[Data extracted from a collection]
== Segment start ==

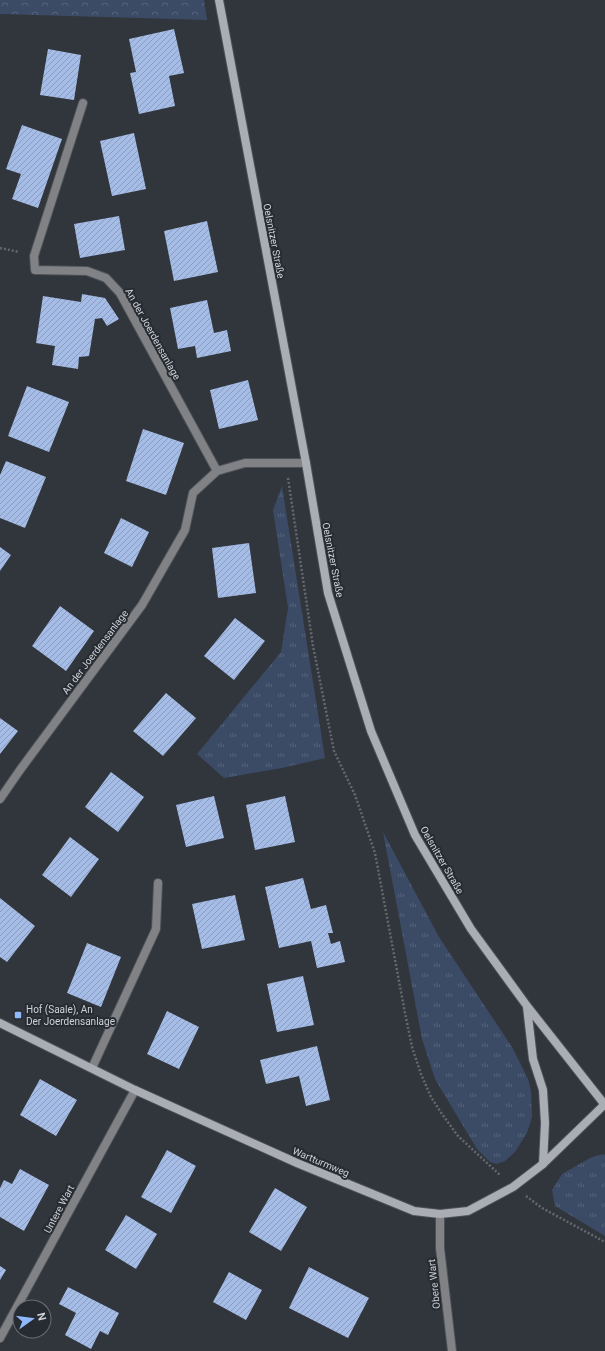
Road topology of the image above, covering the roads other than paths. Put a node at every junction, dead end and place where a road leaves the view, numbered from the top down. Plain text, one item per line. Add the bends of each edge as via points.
1 (218, 0) edge
2 (84, 103) dead end
3 (306, 463) junction
4 (217, 471) junction
5 (0, 799) edge
6 (158, 883) dead end
7 (527, 1006) junction
8 (0, 1023) edge
9 (92, 1068) junction
10 (135, 1090) junction
11 (605, 1105) edge
12 (543, 1164) junction
13 (440, 1214) junction
14 (0, 1338) edge
15 (452, 1351) edge

1 - 3 main road, Oelsnitzer Straße
2 - 4 street, An der Joerdensanlage via 34,256 35,270 87,271 106,278 120,293
3 - 4 street, An der Joerdensanlage via 245,463
3 - 7 main road, Oelsnitzer Straße via 328,593 371,731 415,835 471,929
4 - 5 street, An der Joerdensanlage via 194,493 185,530 142,606
6 - 9 street via 156,929
7 - 11 main road, Oelsnitzer Straße
7 - 12 main road via 533,1059 543,1090
8 - 9 main road, Wartturmweg
9 - 10 main road, Wartturmweg
10 - 13 main road, Wartturmweg via 297,1163 414,1211
10 - 14 street, Untere Wart
11 - 12 main road, Wartturmweg
12 - 13 main road, Wartturmweg via 512,1187 468,1211
13 - 15 street, Obere Wart via 440,1248

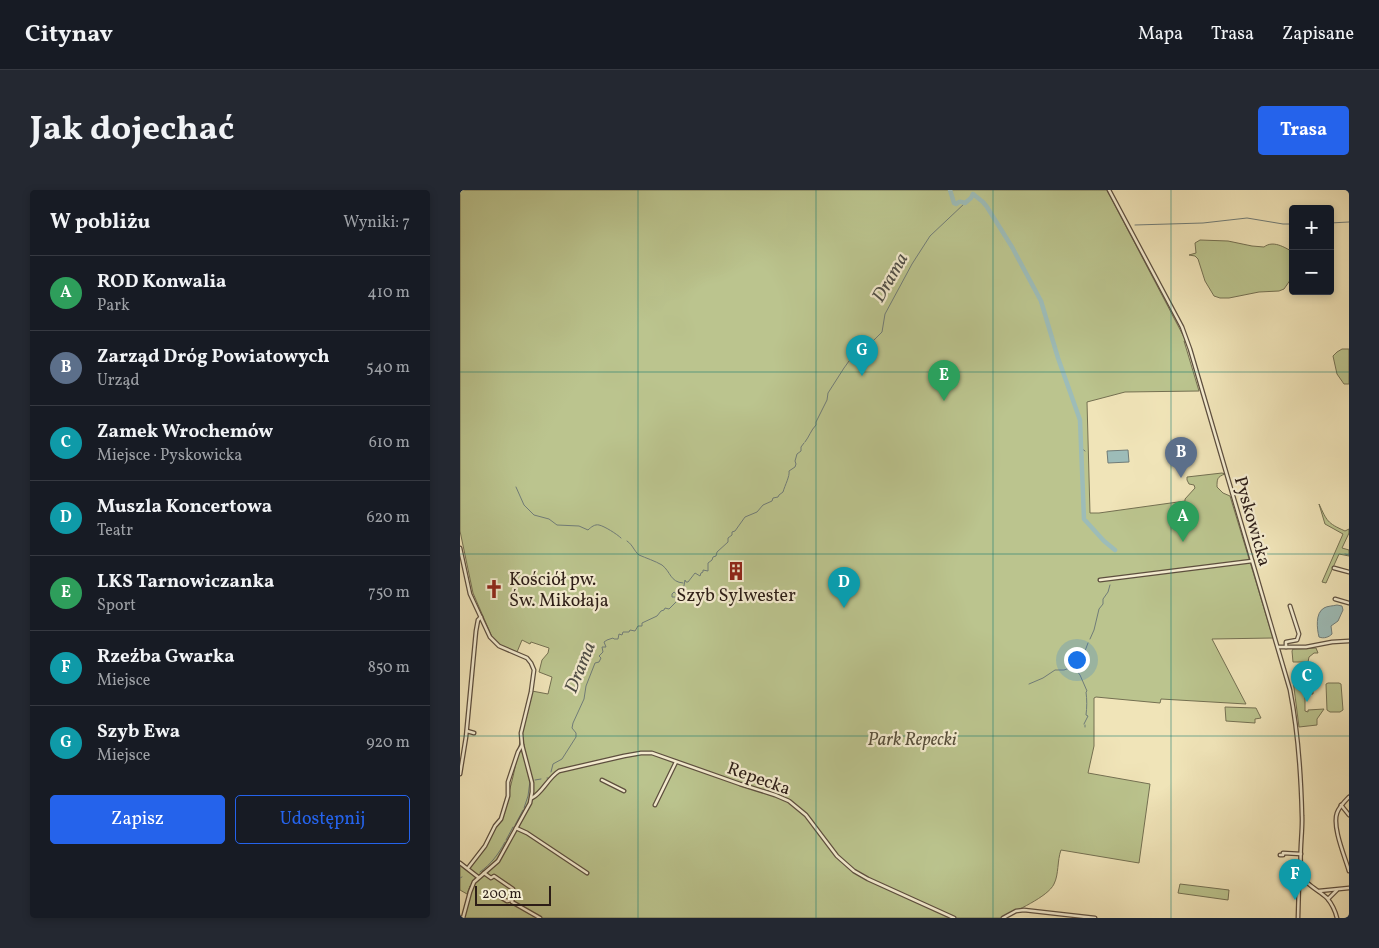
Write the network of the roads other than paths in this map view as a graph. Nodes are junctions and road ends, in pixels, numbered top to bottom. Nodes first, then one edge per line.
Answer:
1 (1109, 190) edge
2 (460, 548) edge
3 (1252, 561) junction
4 (1334, 568) dead end
5 (1349, 572) edge
6 (1100, 580) dead end
7 (1335, 599) dead end
8 (1349, 603) edge
9 (1290, 606) dead end
10 (481, 617) junction
11 (1349, 641) edge
12 (1278, 647) junction
13 (1286, 647) junction
14 (467, 731) junction
15 (474, 732) dead end
16 (522, 745) junction
17 (676, 762) junction
18 (460, 774) edge
19 (602, 780) dead end
20 (624, 791) dead end
21 (1349, 797) edge
22 (532, 798) junction
23 (656, 805) dead end
24 (1341, 805) junction
25 (1349, 816) edge
26 (516, 828) junction
27 (1301, 854) junction
28 (1280, 855) dead end
29 (460, 863) edge
30 (468, 868) junction
31 (1349, 871) edge
32 (484, 873) junction
33 (587, 873) dead end
34 (478, 877) junction
35 (1303, 877) junction
36 (1349, 888) edge
37 (1339, 889) junction
38 (1326, 890) junction
39 (1318, 891) junction
40 (492, 892) dead end
41 (1323, 894) junction
42 (512, 900) junction
43 (1328, 900) junction
44 (463, 918) edge
45 (540, 918) edge
46 (954, 918) edge
47 (1003, 918) edge
48 (1095, 918) edge
49 (1298, 918) edge
50 (1338, 918) edge

1 - 3 street, Pyskowicka
2 - 10 street
3 - 6 street
3 - 12 street, Pyskowicka
4 - 5 street
7 - 8 street
9 - 13 street
10 - 14 street
10 - 16 street
11 - 13 street
12 - 13 street
12 - 27 street, Pyskowicka
14 - 15 street
14 - 18 street
16 - 22 street
16 - 30 street
17 - 22 street, Repecka
17 - 23 street
17 - 46 street, Repecka
19 - 20 street
21 - 24 street
22 - 26 street
24 - 25 street
24 - 31 street
26 - 32 street
26 - 33 street
27 - 28 street
27 - 35 street, Pyskowicka
29 - 30 street
30 - 34 street
32 - 34 street
32 - 42 street
34 - 44 street
35 - 39 street
35 - 49 street, Pyskowicka
36 - 37 street
37 - 38 street
37 - 43 street
38 - 39 street
38 - 41 street
39 - 41 street
40 - 42 street
41 - 43 street
42 - 45 street
43 - 50 street
47 - 48 street

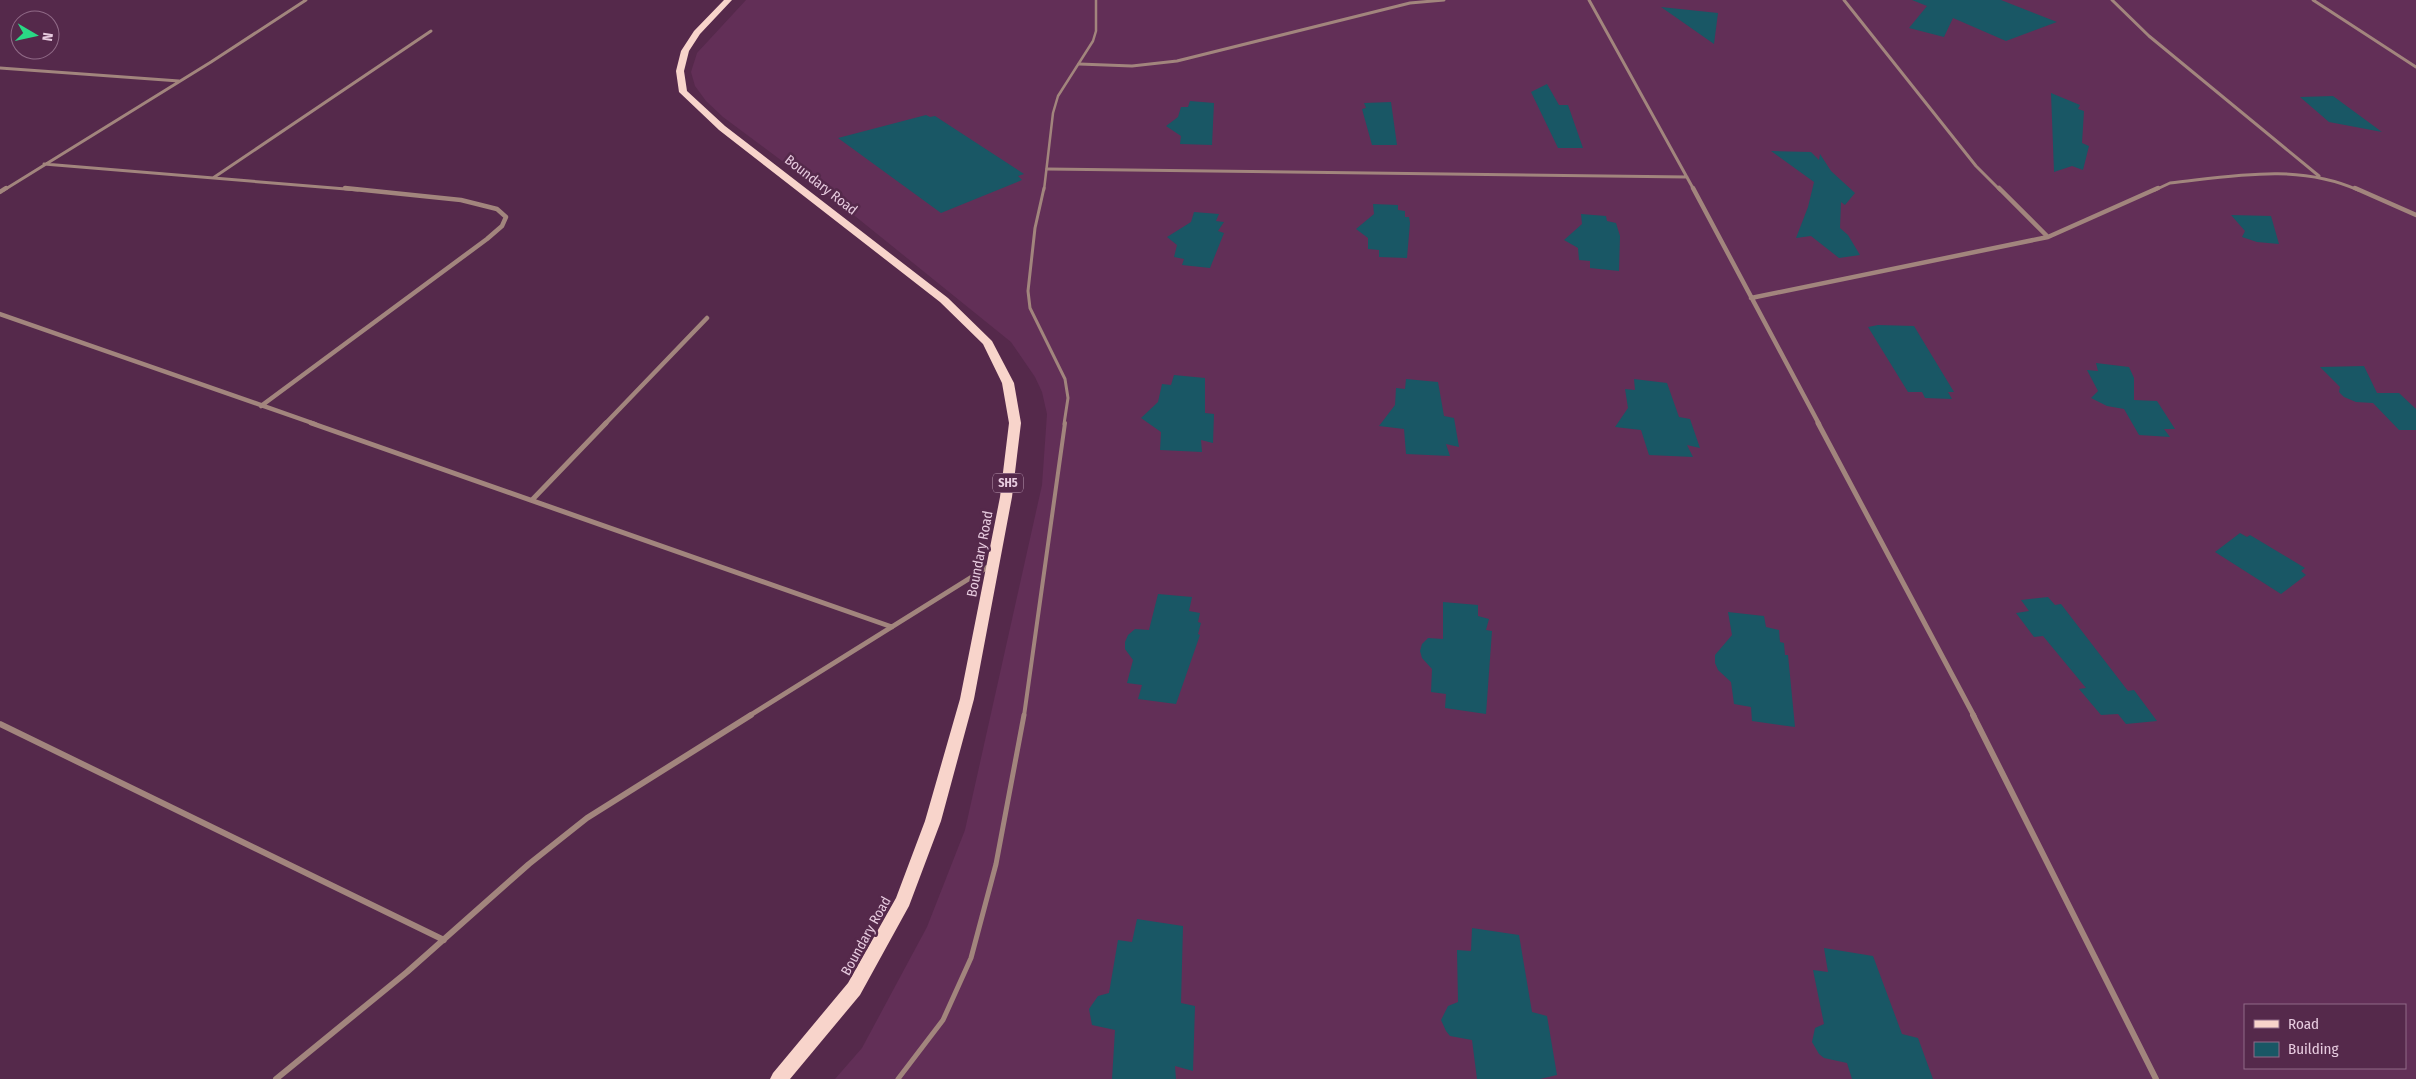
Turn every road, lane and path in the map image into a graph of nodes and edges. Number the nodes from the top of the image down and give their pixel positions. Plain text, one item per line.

== Segment end ==

§ EXERCISE:
Copy out every line of the data that includes "graph".

§ OUTPUT FOR THIS EXERCISE:
Write the network of the roads other than paths in this map view as a graph. Nodes are junctions and road ends, in pixels, numbered top to bottom. Nodes first, then one edge per line.
Turn every road, lane and path in the map image into a graph of nodes and edges. Number the nodes from the top of the image down and give their pixel positions. Plain text, one item per line.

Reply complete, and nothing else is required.